Will be on the look out for any forage types growth this year. 
It says below that there are no noxious weeds, so yes - thus far am optimistic.


----------



## Airbender (Sep 15, 2020)

UFGator said:


> Bluegrass Reno in VA?


Yes, @UFGator. it will be an interesting to us as well. We went into it knowing full well that it would be challenging.

We just had it with TTTF, and came across a video from GCI Turf in NC who was able to grow KBG down there as well.

The upcoming summer will be key, and will keep y'all posted.


----------



## The_Urban_Griot (Aug 29, 2020)

Airbender said:


> VALawnNoob said:
> 
> 
> > Hmmm, what is the % in the other crop? is that acceptable?
> ...


I have used that blend this Fall for over-seeding my TTTF/KBG yard. Have no complaint and lives up to the quality. Really looking forward to how it matures.


----------



## uts (Jul 8, 2019)

Usually the other crop in a PRG blend is annual rye grass and a small amount is acceptable from what i remember for a non sod quality seed.


----------



## 1028mountain (Oct 1, 2019)

Just recently overseeded my Pennington signature TTTF with Newsom's 3 blend TTTF:


----------



## Airbender (Sep 15, 2020)

1028mountain said:


> Just recently overseeded my Pennington signature TTTF with Newsom's 3 blend TTTF:


It looks really good. :thumbup:


----------



## Deadlawn (Sep 8, 2020)

Newsom Seed looks like a pretty good source.

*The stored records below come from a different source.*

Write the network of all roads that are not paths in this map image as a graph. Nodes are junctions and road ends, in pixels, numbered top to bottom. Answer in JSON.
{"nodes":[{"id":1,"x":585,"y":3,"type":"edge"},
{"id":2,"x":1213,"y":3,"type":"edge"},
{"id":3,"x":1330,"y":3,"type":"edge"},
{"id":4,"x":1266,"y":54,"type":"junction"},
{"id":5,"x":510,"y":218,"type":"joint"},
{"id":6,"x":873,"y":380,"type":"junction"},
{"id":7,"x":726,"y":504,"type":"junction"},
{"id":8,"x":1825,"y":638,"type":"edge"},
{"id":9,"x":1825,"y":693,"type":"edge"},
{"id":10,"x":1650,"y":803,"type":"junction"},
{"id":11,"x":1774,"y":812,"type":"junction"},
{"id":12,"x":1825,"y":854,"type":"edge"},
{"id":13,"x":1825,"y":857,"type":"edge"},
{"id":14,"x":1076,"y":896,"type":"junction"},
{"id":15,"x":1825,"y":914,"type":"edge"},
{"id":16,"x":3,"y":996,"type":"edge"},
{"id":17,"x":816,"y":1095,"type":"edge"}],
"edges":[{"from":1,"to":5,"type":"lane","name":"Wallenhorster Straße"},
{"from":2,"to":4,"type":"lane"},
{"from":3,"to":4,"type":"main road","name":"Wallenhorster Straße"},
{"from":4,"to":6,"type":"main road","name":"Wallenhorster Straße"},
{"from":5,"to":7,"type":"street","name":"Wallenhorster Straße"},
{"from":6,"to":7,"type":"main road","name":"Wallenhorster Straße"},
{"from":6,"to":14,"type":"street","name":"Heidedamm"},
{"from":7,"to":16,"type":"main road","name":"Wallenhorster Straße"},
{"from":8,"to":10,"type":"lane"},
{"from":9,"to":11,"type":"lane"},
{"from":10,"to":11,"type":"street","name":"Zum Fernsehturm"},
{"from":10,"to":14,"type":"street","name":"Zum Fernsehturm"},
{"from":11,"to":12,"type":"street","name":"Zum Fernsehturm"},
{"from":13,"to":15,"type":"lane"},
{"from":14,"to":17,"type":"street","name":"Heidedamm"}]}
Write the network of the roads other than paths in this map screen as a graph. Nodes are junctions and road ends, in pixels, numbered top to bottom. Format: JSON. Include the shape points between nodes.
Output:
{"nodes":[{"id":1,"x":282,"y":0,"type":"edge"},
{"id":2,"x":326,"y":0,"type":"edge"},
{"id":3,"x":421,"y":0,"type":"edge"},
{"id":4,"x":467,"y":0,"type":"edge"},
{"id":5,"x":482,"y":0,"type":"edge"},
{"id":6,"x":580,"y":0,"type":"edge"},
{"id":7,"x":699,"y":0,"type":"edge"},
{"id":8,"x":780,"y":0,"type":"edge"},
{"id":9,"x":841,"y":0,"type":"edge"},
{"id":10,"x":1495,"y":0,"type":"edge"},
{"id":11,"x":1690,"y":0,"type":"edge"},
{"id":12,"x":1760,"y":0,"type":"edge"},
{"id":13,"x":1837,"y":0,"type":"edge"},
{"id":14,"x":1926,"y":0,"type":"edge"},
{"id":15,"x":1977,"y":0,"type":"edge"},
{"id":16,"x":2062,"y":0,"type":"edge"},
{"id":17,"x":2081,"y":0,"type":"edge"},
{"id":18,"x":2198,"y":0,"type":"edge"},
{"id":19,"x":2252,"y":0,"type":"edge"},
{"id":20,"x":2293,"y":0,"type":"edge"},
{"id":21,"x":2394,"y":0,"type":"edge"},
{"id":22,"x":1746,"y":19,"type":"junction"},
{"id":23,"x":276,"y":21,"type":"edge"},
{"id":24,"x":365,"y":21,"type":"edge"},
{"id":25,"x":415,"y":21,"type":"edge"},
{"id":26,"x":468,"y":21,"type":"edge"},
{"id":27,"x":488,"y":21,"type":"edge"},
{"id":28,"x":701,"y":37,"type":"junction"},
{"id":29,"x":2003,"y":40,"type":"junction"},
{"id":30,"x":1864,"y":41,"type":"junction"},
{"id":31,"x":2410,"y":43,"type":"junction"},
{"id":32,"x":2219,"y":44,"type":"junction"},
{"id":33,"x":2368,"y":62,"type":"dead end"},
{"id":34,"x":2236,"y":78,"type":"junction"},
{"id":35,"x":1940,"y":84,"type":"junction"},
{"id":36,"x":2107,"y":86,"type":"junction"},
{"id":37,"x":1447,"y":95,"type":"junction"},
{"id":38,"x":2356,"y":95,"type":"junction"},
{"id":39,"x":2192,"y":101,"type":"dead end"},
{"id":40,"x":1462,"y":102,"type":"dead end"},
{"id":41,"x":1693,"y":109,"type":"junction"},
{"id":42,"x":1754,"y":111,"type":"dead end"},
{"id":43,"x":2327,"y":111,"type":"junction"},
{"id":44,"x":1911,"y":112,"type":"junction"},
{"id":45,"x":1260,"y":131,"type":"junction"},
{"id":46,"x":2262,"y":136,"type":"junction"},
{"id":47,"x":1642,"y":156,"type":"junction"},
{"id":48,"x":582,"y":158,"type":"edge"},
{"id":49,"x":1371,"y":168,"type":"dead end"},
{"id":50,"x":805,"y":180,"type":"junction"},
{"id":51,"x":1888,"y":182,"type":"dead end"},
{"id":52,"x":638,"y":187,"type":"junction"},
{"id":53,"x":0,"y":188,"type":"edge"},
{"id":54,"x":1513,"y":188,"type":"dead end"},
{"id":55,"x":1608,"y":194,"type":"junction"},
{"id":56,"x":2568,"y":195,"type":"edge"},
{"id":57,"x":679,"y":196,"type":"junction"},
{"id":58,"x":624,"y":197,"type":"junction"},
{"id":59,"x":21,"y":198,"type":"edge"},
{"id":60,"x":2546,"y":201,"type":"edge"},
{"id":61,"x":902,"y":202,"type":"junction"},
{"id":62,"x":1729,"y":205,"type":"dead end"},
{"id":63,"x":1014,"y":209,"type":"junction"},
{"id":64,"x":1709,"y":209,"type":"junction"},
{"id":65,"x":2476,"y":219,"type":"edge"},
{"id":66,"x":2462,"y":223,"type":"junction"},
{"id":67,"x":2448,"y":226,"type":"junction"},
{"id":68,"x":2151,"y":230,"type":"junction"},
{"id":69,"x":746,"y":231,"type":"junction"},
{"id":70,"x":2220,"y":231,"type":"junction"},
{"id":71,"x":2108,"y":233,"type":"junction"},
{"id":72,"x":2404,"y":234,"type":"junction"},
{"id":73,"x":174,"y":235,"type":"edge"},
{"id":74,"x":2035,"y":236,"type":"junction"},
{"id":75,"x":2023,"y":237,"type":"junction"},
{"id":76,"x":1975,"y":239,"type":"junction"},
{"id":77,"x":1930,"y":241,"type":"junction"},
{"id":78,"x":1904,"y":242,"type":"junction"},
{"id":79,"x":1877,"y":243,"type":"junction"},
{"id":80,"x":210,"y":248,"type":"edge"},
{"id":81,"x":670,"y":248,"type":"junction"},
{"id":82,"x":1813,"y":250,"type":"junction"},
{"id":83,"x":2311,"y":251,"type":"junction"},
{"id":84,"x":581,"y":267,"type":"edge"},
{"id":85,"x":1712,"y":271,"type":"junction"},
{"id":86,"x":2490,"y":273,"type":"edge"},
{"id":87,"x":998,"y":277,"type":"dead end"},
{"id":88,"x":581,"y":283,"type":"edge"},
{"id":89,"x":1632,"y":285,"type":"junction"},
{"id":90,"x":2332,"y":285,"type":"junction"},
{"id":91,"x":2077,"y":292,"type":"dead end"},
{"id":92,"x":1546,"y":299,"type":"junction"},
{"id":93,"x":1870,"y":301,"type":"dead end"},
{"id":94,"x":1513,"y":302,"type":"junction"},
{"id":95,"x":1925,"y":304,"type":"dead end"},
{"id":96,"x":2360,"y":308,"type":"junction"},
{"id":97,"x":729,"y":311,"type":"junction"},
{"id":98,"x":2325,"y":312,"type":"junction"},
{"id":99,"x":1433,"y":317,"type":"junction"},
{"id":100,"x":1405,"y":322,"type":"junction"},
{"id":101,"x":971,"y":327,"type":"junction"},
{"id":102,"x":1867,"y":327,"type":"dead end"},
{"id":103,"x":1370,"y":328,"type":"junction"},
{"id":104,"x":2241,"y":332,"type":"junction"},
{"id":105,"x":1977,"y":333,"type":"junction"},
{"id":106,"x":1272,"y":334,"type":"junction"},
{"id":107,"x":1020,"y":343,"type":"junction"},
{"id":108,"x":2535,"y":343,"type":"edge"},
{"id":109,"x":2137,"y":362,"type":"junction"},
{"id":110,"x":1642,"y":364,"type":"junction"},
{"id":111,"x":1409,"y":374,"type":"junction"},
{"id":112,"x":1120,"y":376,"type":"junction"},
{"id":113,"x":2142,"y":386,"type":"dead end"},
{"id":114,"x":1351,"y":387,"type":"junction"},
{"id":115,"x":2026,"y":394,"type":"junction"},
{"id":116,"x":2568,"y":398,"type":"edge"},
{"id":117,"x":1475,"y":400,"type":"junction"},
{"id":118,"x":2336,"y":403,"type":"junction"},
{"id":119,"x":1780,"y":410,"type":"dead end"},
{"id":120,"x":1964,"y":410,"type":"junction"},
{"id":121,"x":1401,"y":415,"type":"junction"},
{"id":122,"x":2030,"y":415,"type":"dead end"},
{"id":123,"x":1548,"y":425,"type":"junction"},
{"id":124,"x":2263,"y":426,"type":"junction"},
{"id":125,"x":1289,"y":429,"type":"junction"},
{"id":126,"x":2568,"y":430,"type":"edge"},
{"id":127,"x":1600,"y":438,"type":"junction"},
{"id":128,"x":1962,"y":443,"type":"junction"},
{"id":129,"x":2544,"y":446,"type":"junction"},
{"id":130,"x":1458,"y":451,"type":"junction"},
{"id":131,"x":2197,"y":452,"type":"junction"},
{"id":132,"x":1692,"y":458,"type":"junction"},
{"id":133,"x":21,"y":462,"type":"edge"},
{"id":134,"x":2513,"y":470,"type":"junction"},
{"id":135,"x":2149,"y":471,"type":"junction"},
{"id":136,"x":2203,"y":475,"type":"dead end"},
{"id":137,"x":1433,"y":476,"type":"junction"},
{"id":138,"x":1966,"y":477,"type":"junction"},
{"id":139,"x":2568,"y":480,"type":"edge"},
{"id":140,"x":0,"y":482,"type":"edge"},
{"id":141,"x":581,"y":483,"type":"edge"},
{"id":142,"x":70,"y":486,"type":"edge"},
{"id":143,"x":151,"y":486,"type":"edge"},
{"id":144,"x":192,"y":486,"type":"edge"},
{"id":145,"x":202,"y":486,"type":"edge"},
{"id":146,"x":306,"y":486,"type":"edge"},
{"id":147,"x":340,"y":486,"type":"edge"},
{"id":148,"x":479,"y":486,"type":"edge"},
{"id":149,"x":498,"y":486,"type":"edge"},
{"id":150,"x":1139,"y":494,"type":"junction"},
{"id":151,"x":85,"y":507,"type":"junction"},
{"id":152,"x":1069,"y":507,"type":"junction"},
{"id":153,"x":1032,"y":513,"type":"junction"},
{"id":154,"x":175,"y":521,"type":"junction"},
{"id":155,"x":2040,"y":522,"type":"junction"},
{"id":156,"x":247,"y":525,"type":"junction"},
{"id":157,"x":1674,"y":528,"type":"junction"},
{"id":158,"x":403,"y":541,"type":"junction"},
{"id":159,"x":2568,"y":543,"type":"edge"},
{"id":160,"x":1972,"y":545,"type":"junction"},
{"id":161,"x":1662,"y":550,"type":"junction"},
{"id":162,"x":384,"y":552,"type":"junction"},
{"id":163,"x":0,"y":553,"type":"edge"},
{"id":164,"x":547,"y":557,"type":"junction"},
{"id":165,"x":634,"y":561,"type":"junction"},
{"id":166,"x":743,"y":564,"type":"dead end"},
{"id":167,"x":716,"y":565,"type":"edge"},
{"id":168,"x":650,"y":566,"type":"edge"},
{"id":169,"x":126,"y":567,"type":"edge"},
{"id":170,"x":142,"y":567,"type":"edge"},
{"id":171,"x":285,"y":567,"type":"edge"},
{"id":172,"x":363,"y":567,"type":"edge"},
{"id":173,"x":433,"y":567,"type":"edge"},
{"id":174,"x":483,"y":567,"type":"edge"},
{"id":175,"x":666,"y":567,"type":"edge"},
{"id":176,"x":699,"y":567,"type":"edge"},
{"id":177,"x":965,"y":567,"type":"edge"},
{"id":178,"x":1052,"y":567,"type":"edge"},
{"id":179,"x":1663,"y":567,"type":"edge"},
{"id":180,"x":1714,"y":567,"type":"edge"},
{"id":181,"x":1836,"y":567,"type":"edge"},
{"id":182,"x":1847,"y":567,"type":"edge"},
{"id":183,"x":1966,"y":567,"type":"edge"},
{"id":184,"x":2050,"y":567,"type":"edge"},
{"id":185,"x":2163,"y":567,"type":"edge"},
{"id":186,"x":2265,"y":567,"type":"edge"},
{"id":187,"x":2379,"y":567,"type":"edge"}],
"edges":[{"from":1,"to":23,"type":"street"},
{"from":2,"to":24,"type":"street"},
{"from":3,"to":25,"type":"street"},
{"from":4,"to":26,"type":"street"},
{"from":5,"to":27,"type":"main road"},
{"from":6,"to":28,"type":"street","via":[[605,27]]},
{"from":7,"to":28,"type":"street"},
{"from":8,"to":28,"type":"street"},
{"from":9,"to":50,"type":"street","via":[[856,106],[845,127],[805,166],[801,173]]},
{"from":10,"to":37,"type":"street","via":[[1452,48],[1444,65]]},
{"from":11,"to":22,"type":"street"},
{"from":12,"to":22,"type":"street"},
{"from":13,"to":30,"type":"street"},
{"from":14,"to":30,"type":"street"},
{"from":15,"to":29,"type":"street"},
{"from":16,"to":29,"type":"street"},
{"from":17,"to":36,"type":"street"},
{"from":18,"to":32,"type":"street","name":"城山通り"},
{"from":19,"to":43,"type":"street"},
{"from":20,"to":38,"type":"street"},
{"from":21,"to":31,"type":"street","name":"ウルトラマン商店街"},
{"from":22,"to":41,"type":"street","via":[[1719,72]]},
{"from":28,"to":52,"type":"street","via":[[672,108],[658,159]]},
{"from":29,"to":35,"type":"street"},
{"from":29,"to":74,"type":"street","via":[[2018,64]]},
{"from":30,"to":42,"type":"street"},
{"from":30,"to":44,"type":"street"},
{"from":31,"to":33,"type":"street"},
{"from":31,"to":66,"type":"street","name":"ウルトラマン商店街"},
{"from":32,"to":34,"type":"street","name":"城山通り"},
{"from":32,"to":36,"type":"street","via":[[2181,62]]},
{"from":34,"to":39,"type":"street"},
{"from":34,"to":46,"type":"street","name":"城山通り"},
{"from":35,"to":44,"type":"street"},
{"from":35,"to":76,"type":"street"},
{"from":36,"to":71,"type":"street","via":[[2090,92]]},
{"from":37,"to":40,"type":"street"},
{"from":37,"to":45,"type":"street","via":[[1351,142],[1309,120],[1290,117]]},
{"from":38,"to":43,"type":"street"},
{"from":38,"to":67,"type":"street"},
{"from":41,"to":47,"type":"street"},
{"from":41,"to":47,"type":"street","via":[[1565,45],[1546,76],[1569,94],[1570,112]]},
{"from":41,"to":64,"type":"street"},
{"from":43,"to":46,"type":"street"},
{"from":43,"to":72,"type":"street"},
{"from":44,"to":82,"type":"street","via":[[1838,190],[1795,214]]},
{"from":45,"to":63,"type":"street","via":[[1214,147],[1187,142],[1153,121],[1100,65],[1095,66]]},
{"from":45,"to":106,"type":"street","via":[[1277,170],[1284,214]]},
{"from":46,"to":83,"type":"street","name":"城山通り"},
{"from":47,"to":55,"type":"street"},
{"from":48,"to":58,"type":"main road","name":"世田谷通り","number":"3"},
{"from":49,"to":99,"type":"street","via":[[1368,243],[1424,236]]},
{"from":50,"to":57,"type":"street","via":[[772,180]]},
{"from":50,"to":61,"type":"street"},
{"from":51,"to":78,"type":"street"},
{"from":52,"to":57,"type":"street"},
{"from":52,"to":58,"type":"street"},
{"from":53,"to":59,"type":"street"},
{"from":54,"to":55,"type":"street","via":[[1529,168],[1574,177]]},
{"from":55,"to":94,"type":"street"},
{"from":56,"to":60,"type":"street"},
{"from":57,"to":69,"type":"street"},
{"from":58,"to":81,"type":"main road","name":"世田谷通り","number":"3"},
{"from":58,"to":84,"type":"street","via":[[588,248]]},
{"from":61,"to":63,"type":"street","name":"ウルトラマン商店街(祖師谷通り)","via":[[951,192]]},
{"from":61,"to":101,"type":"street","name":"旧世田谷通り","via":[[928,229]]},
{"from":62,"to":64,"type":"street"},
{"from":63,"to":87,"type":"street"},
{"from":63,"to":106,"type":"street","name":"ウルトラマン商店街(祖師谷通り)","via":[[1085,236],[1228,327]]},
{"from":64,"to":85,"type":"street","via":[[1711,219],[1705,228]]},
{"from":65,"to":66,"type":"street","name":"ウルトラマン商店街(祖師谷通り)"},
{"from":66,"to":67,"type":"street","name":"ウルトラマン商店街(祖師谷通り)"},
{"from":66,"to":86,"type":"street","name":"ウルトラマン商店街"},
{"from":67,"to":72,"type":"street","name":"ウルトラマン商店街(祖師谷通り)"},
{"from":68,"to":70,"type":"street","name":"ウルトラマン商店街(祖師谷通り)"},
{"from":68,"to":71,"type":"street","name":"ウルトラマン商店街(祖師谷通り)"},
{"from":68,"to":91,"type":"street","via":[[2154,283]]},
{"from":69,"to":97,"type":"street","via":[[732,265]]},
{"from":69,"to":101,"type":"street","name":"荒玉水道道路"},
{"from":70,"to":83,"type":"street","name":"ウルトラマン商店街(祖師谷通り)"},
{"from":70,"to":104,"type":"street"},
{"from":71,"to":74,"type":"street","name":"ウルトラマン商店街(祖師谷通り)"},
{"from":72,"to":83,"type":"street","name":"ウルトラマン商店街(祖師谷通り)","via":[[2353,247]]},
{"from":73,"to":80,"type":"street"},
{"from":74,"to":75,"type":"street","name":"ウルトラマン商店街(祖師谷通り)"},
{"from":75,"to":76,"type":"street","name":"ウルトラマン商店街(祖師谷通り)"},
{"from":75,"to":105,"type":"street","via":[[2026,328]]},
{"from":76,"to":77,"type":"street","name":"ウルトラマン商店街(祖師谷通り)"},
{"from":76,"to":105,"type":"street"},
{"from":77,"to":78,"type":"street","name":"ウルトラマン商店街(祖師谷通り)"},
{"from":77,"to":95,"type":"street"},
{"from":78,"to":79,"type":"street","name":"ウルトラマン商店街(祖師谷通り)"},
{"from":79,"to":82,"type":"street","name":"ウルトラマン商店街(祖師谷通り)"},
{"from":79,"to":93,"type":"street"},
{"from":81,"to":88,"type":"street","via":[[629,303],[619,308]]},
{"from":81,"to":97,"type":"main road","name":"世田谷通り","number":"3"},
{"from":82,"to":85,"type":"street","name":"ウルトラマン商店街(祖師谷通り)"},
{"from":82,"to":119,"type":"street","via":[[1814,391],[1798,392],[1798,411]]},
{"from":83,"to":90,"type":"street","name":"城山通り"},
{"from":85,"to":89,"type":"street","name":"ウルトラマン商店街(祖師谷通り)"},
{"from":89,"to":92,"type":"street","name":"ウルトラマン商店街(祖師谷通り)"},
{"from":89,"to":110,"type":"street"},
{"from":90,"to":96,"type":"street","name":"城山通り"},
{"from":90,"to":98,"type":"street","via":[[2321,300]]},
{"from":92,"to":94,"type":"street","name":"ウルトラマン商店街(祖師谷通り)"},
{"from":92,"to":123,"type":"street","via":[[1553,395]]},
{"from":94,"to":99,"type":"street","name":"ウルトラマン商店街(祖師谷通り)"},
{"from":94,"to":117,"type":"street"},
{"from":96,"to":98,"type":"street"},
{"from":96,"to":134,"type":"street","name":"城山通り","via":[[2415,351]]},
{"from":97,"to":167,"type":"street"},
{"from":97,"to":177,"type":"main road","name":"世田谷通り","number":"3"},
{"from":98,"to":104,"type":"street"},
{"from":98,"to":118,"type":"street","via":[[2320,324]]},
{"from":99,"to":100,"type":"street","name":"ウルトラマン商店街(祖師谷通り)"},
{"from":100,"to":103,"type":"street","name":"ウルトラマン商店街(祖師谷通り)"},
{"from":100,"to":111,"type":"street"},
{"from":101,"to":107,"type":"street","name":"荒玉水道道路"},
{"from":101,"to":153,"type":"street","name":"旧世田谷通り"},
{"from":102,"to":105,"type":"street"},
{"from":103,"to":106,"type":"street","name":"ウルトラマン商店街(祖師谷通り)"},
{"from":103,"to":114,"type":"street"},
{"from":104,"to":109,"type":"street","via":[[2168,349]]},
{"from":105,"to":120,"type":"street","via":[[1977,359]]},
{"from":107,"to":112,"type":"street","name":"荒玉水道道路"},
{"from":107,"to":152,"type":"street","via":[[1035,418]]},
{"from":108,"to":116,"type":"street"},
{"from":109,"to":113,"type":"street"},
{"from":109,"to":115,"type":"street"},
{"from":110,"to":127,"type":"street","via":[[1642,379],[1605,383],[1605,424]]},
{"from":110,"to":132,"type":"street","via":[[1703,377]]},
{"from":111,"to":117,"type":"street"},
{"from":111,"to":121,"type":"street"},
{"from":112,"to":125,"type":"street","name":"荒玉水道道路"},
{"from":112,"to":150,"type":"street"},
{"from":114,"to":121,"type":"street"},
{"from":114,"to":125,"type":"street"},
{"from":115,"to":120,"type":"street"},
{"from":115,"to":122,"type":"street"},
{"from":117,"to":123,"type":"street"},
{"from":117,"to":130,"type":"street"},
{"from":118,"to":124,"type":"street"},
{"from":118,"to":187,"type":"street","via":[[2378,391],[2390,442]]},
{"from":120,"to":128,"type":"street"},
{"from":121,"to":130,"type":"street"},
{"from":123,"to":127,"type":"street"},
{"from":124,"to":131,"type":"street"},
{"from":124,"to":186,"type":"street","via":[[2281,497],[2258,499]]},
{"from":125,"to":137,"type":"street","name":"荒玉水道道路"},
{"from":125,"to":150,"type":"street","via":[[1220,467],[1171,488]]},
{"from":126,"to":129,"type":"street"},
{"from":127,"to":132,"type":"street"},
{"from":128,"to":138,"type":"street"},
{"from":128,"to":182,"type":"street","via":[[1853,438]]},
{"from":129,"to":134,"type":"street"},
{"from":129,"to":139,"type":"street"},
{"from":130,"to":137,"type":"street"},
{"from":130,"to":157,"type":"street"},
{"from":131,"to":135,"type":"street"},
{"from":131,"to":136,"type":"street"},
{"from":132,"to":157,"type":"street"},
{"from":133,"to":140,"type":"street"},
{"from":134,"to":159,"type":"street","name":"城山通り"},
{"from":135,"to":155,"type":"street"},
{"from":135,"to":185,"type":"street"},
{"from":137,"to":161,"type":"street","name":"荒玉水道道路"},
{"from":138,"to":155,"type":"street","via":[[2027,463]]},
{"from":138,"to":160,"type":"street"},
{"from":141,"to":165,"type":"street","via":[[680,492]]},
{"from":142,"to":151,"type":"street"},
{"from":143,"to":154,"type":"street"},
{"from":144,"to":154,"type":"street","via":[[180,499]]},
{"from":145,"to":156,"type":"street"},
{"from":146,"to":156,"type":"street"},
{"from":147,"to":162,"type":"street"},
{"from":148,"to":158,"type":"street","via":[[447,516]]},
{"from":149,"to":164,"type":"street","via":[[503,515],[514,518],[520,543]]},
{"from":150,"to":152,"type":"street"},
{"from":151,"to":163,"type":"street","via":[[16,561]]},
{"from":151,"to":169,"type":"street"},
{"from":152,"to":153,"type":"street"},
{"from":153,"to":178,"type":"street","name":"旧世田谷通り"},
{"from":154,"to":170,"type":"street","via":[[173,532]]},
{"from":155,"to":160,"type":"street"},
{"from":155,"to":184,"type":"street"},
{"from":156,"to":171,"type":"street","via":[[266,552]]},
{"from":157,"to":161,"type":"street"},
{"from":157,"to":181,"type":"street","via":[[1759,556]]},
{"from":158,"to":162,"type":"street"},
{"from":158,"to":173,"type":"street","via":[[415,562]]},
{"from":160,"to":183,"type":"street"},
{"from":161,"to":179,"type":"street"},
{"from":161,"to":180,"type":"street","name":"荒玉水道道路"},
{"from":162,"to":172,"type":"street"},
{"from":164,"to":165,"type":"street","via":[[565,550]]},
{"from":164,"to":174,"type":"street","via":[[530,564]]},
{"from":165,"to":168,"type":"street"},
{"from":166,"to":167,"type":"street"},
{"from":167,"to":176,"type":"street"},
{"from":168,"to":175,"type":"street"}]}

It doesn't appear they sell online though.


----------



## estcstm3 (Sep 3, 2019)

I think you can call them in the ship reasonably


----------



## VALawnNoob (Jun 9, 2020)

Can we all compare the Newsom's 100% TF choices?

3 blend TTTF (Newsom Tall Fescue Blend)
Top Choice
Winning colors

Which one is best for our DMV area and why should we consider one option over others?


----------



## estcstm3 (Sep 3, 2019)

I went with top choice only because it was in stock but it's only one cultivar difference than the Newsom three-way fescue


----------



## estcstm3 (Sep 3, 2019)

I went with top choice only because it was in stock but it's only one cultivar different than the Newsom three-way fescues


----------



## JP900++ (Aug 24, 2018)

Anyone post results with the 365SS? I was thinking about grabbing some to fill in bare spots this late winter's dormant seed.


----------



## sam (Mar 10, 2018)

VALawnNoob said:


> Can we all compare the Newsom's 100% TF choices?
> 
> 3 blend TTTF (Newsom Tall Fescue Blend)
> Top Choice
> ...


If you don't get the answer here you can call then and ask them.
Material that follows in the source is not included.